**WORK TASK:**
Look for the word "nodes" in the records, and copy each line where it appears.

(Records from a collection)
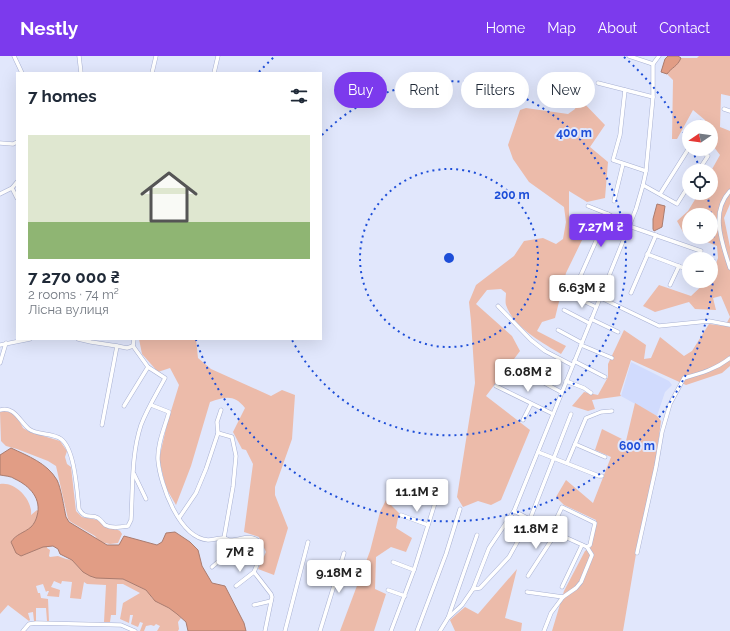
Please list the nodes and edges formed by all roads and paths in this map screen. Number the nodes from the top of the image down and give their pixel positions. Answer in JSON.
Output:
{"nodes":[{"id":1,"x":14,"y":56,"type":"edge"},
{"id":2,"x":79,"y":56,"type":"edge"},
{"id":3,"x":156,"y":56,"type":"edge"},
{"id":4,"x":218,"y":56,"type":"edge"},
{"id":5,"x":629,"y":56,"type":"edge"},
{"id":6,"x":658,"y":56,"type":"edge"},
{"id":7,"x":653,"y":64,"type":"junction"},
{"id":8,"x":22,"y":72,"type":"edge"},
{"id":9,"x":81,"y":72,"type":"edge"},
{"id":10,"x":152,"y":72,"type":"edge"},
{"id":11,"x":214,"y":72,"type":"edge"},
{"id":12,"x":598,"y":83,"type":"dead end"},
{"id":13,"x":625,"y":90,"type":"junction"},
{"id":14,"x":653,"y":97,"type":"junction"},
{"id":15,"x":724,"y":109,"type":"dead end"},
{"id":16,"x":730,"y":111,"type":"edge"},
{"id":17,"x":16,"y":142,"type":"edge"},
{"id":18,"x":0,"y":143,"type":"edge"},
{"id":19,"x":684,"y":156,"type":"edge"},
{"id":20,"x":623,"y":164,"type":"junction"},
{"id":21,"x":646,"y":171,"type":"junction"},
{"id":22,"x":16,"y":183,"type":"edge"},
{"id":23,"x":643,"y":185,"type":"junction"},
{"id":24,"x":12,"y":188,"type":"junction"},
{"id":25,"x":730,"y":191,"type":"edge"},
{"id":26,"x":0,"y":194,"type":"edge"},
{"id":27,"x":660,"y":194,"type":"junction"},
{"id":28,"x":16,"y":196,"type":"edge"},
{"id":29,"x":682,"y":196,"type":"edge"},
{"id":30,"x":614,"y":201,"type":"dead end"},
{"id":31,"x":588,"y":206,"type":"dead end"},
{"id":32,"x":608,"y":214,"type":"junction"},
{"id":33,"x":629,"y":226,"type":"junction"},
{"id":34,"x":656,"y":235,"type":"junction"},
{"id":35,"x":701,"y":251,"type":"dead end"},
{"id":36,"x":647,"y":254,"type":"junction"},
{"id":37,"x":679,"y":266,"type":"junction"},
{"id":38,"x":682,"y":267,"type":"edge"},
{"id":39,"x":730,"y":268,"type":"edge"},
{"id":40,"x":670,"y":285,"type":"dead end"},
{"id":41,"x":603,"y":290,"type":"junction"},
{"id":42,"x":631,"y":293,"type":"dead end"},
{"id":43,"x":575,"y":297,"type":"dead end"},
{"id":44,"x":599,"y":297,"type":"junction"},
{"id":45,"x":498,"y":306,"type":"dead end"},
{"id":46,"x":596,"y":307,"type":"junction"},
{"id":47,"x":564,"y":310,"type":"dead end"},
{"id":48,"x":590,"y":321,"type":"junction"},
{"id":49,"x":730,"y":325,"type":"edge"},
{"id":50,"x":558,"y":330,"type":"dead end"},
{"id":51,"x":618,"y":332,"type":"dead end"},
{"id":52,"x":22,"y":340,"type":"edge"},
{"id":53,"x":82,"y":340,"type":"edge"},
{"id":54,"x":134,"y":340,"type":"edge"},
{"id":55,"x":6,"y":343,"type":"junction"},
{"id":56,"x":0,"y":344,"type":"edge"},
{"id":57,"x":581,"y":344,"type":"junction"},
{"id":58,"x":117,"y":346,"type":"junction"},
{"id":59,"x":133,"y":346,"type":"junction"},
{"id":60,"x":612,"y":358,"type":"dead end"},
{"id":61,"x":730,"y":358,"type":"edge"},
{"id":62,"x":574,"y":361,"type":"junction"},
{"id":63,"x":0,"y":363,"type":"edge"},
{"id":64,"x":572,"y":366,"type":"junction"},
{"id":65,"x":148,"y":367,"type":"junction"},
{"id":66,"x":520,"y":370,"type":"dead end"},
{"id":67,"x":605,"y":377,"type":"dead end"},
{"id":68,"x":566,"y":381,"type":"junction"},
{"id":69,"x":496,"y":386,"type":"dead end"},
{"id":70,"x":561,"y":392,"type":"junction"},
{"id":71,"x":591,"y":393,"type":"dead end"},
{"id":72,"x":151,"y":404,"type":"junction"},
{"id":73,"x":531,"y":404,"type":"junction"},
{"id":74,"x":124,"y":406,"type":"dead end"},
{"id":75,"x":0,"y":410,"type":"edge"},
{"id":76,"x":221,"y":410,"type":"dead end"},
{"id":77,"x":612,"y":411,"type":"dead end"},
{"id":78,"x":553,"y":414,"type":"junction"},
{"id":79,"x":571,"y":414,"type":"dead end"},
{"id":80,"x":523,"y":420,"type":"dead end"},
{"id":81,"x":102,"y":426,"type":"dead end"},
{"id":82,"x":218,"y":433,"type":"junction"},
{"id":83,"x":575,"y":444,"type":"junction"},
{"id":84,"x":538,"y":452,"type":"junction"},
{"id":85,"x":605,"y":457,"type":"dead end"},
{"id":86,"x":554,"y":458,"type":"junction"},
{"id":87,"x":567,"y":463,"type":"junction"},
{"id":88,"x":133,"y":473,"type":"junction"},
{"id":89,"x":602,"y":476,"type":"dead end"},
{"id":90,"x":411,"y":494,"type":"dead end"},
{"id":91,"x":146,"y":498,"type":"dead end"},
{"id":92,"x":460,"y":509,"type":"dead end"},
{"id":93,"x":514,"y":511,"type":"junction"},
{"id":94,"x":401,"y":515,"type":"dead end"},
{"id":95,"x":179,"y":518,"type":"junction"},
{"id":96,"x":530,"y":519,"type":"junction"},
{"id":97,"x":428,"y":525,"type":"junction"},
{"id":98,"x":552,"y":530,"type":"junction"},
{"id":99,"x":556,"y":533,"type":"junction"},
{"id":100,"x":477,"y":535,"type":"dead end"},
{"id":101,"x":224,"y":538,"type":"junction"},
{"id":102,"x":246,"y":538,"type":"junction"},
{"id":103,"x":308,"y":542,"type":"dead end"},
{"id":104,"x":582,"y":545,"type":"junction"},
{"id":105,"x":587,"y":547,"type":"junction"},
{"id":106,"x":344,"y":553,"type":"dead end"},
{"id":107,"x":636,"y":553,"type":"dead end"},
{"id":108,"x":393,"y":562,"type":"dead end"},
{"id":109,"x":212,"y":567,"type":"dead end"},
{"id":110,"x":414,"y":570,"type":"junction"},
{"id":111,"x":254,"y":572,"type":"junction"},
{"id":112,"x":528,"y":576,"type":"dead end"},
{"id":113,"x":236,"y":586,"type":"dead end"},
{"id":114,"x":562,"y":587,"type":"dead end"},
{"id":115,"x":473,"y":589,"type":"junction"},
{"id":116,"x":388,"y":590,"type":"dead end"},
{"id":117,"x":526,"y":592,"type":"dead end"},
{"id":118,"x":405,"y":596,"type":"junction"},
{"id":119,"x":563,"y":597,"type":"junction"},
{"id":120,"x":271,"y":601,"type":"junction"},
{"id":121,"x":254,"y":604,"type":"dead end"},
{"id":122,"x":448,"y":618,"type":"junction"},
{"id":123,"x":23,"y":631,"type":"edge"},
{"id":124,"x":135,"y":631,"type":"edge"},
{"id":125,"x":265,"y":631,"type":"edge"},
{"id":126,"x":285,"y":631,"type":"edge"},
{"id":127,"x":320,"y":631,"type":"edge"},
{"id":128,"x":391,"y":631,"type":"edge"},
{"id":129,"x":418,"y":631,"type":"edge"},
{"id":130,"x":440,"y":631,"type":"edge"},
{"id":131,"x":544,"y":631,"type":"edge"}],
"edges":[{"from":1,"to":8,"type":"street"},
{"from":2,"to":9,"type":"street"},
{"from":3,"to":10,"type":"street"},
{"from":4,"to":11,"type":"street"},
{"from":5,"to":7,"type":"street"},
{"from":6,"to":7,"type":"street"},
{"from":7,"to":14,"type":"street"},
{"from":12,"to":13,"type":"street"},
{"from":13,"to":14,"type":"street"},
{"from":13,"to":20,"type":"street"},
{"from":14,"to":21,"type":"street"},
{"from":15,"to":16,"type":"street"},
{"from":17,"to":18,"type":"street"},
{"from":19,"to":27,"type":"street"},
{"from":20,"to":21,"type":"street"},
{"from":20,"to":30,"type":"street"},
{"from":21,"to":23,"type":"street"},
{"from":22,"to":24,"type":"street"},
{"from":23,"to":27,"type":"street"},
{"from":23,"to":33,"type":"street"},
{"from":24,"to":26,"type":"street"},
{"from":24,"to":28,"type":"street"},
{"from":25,"to":39,"type":"street"},
{"from":27,"to":29,"type":"street"},
{"from":31,"to":32,"type":"street"},
{"from":32,"to":33,"type":"street"},
{"from":32,"to":41,"type":"street"},
{"from":33,"to":34,"type":"street"},
{"from":33,"to":41,"type":"street"},
{"from":34,"to":35,"type":"street"},
{"from":34,"to":36,"type":"street"},
{"from":36,"to":37,"type":"street"},
{"from":36,"to":42,"type":"street"},
{"from":37,"to":38,"type":"street"},
{"from":37,"to":40,"type":"street"},
{"from":41,"to":44,"type":"street"},
{"from":43,"to":46,"type":"street"},
{"from":44,"to":46,"type":"street"},
{"from":44,"to":49,"type":"street"},
{"from":45,"to":64,"type":"street"},
{"from":46,"to":48,"type":"street"},
{"from":47,"to":48,"type":"street"},
{"from":48,"to":51,"type":"street"},
{"from":48,"to":57,"type":"street"},
{"from":50,"to":57,"type":"street"},
{"from":52,"to":55,"type":"street"},
{"from":53,"to":58,"type":"street"},
{"from":54,"to":59,"type":"street"},
{"from":55,"to":56,"type":"street"},
{"from":55,"to":63,"type":"street"},
{"from":57,"to":60,"type":"street"},
{"from":57,"to":62,"type":"street"},
{"from":58,"to":59,"type":"street"},
{"from":58,"to":81,"type":"street"},
{"from":59,"to":65,"type":"street"},
{"from":61,"to":107,"type":"street"},
{"from":62,"to":64,"type":"street"},
{"from":62,"to":67,"type":"street"},
{"from":64,"to":68,"type":"street"},
{"from":65,"to":72,"type":"street"},
{"from":65,"to":74,"type":"street"},
{"from":66,"to":70,"type":"street"},
{"from":68,"to":70,"type":"street"},
{"from":68,"to":71,"type":"street"},
{"from":69,"to":73,"type":"street"},
{"from":70,"to":78,"type":"street"},
{"from":72,"to":88,"type":"street"},
{"from":72,"to":95,"type":"street"},
{"from":73,"to":78,"type":"street"},
{"from":73,"to":80,"type":"street"},
{"from":75,"to":88,"type":"street"},
{"from":76,"to":82,"type":"street"},
{"from":77,"to":83,"type":"street"},
{"from":78,"to":84,"type":"street"},
{"from":79,"to":86,"type":"street"},
{"from":82,"to":95,"type":"street"},
{"from":82,"to":101,"type":"street"},
{"from":83,"to":85,"type":"street"},
{"from":83,"to":87,"type":"street"},
{"from":84,"to":86,"type":"street"},
{"from":84,"to":93,"type":"street"},
{"from":86,"to":87,"type":"street"},
{"from":86,"to":96,"type":"street"},
{"from":87,"to":89,"type":"street"},
{"from":88,"to":91,"type":"street"},
{"from":90,"to":97,"type":"street"},
{"from":92,"to":129,"type":"street"},
{"from":93,"to":96,"type":"street"},
{"from":93,"to":115,"type":"street"},
{"from":94,"to":97,"type":"street"},
{"from":95,"to":101,"type":"street"},
{"from":96,"to":98,"type":"street"},
{"from":96,"to":115,"type":"street"},
{"from":97,"to":110,"type":"street"},
{"from":98,"to":99,"type":"street"},
{"from":98,"to":105,"type":"street"},
{"from":99,"to":104,"type":"street"},
{"from":99,"to":112,"type":"street"},
{"from":100,"to":122,"type":"street"},
{"from":101,"to":102,"type":"street"},
{"from":102,"to":109,"type":"street"},
{"from":102,"to":111,"type":"street"},
{"from":103,"to":126,"type":"street"},
{"from":104,"to":105,"type":"street"},
{"from":104,"to":114,"type":"street"},
{"from":105,"to":119,"type":"street"},
{"from":106,"to":127,"type":"street"},
{"from":108,"to":110,"type":"street"},
{"from":110,"to":118,"type":"street"},
{"from":111,"to":113,"type":"street"},
{"from":111,"to":120,"type":"street"},
{"from":115,"to":122,"type":"street"},
{"from":116,"to":118,"type":"street"},
{"from":117,"to":119,"type":"street"},
{"from":118,"to":128,"type":"street"},
{"from":119,"to":131,"type":"street"},
{"from":120,"to":121,"type":"street"},
{"from":120,"to":125,"type":"street"},
{"from":122,"to":130,"type":"street"},
{"from":123,"to":124,"type":"street"}]}
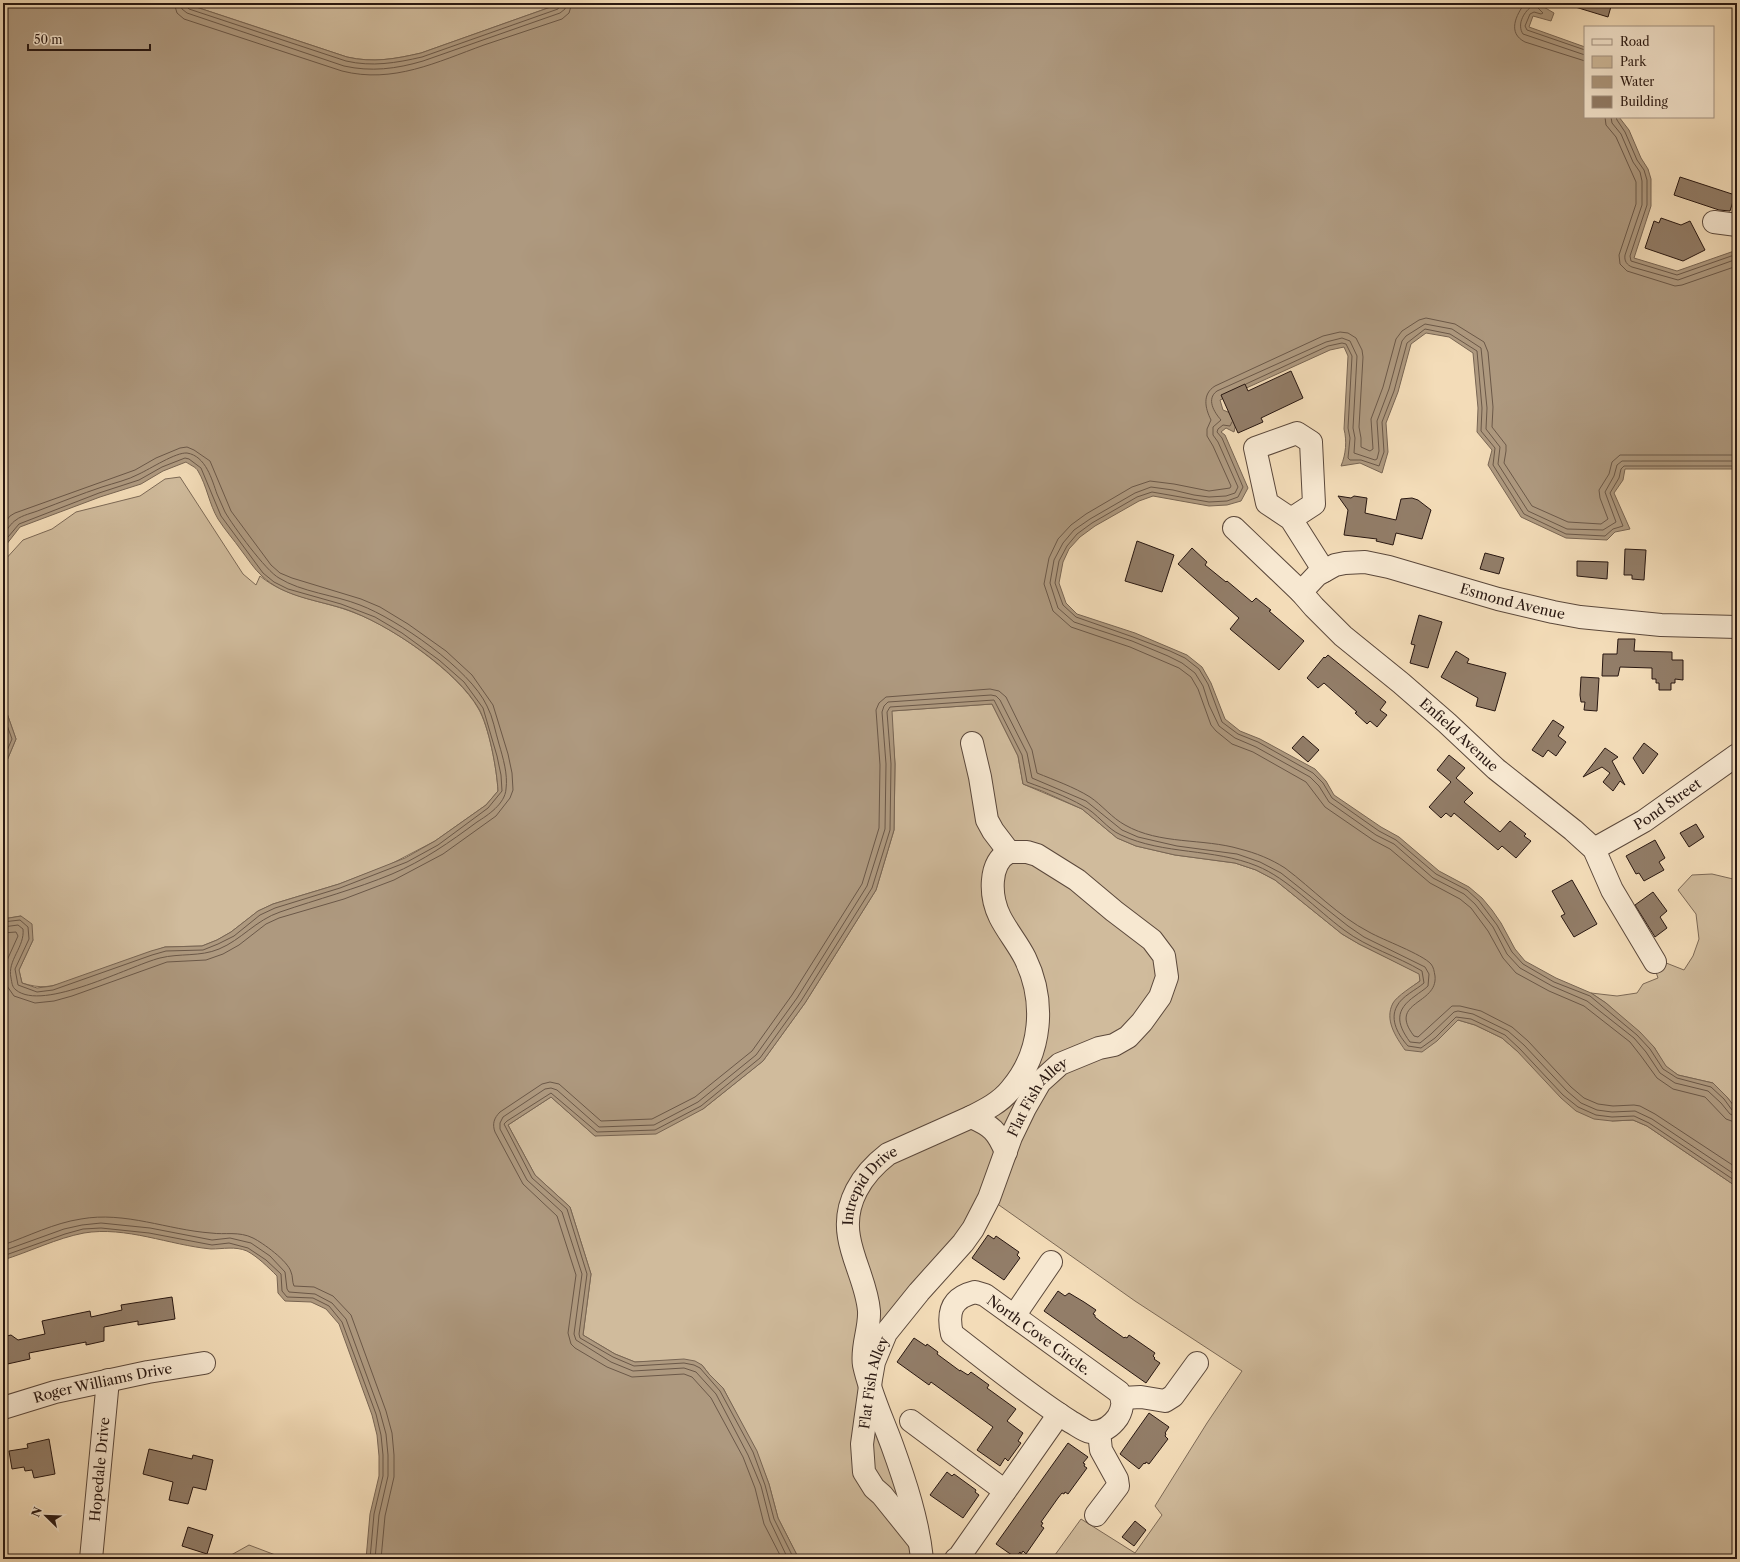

**ANSWER:**
Please list the nodes and edges formed by all roads and paths in this map screen. Number the nodes from the top of the image down and give their pixel positions. Answer in JSON.
{"nodes":[{"id":1,"x":14,"y":56,"type":"edge"},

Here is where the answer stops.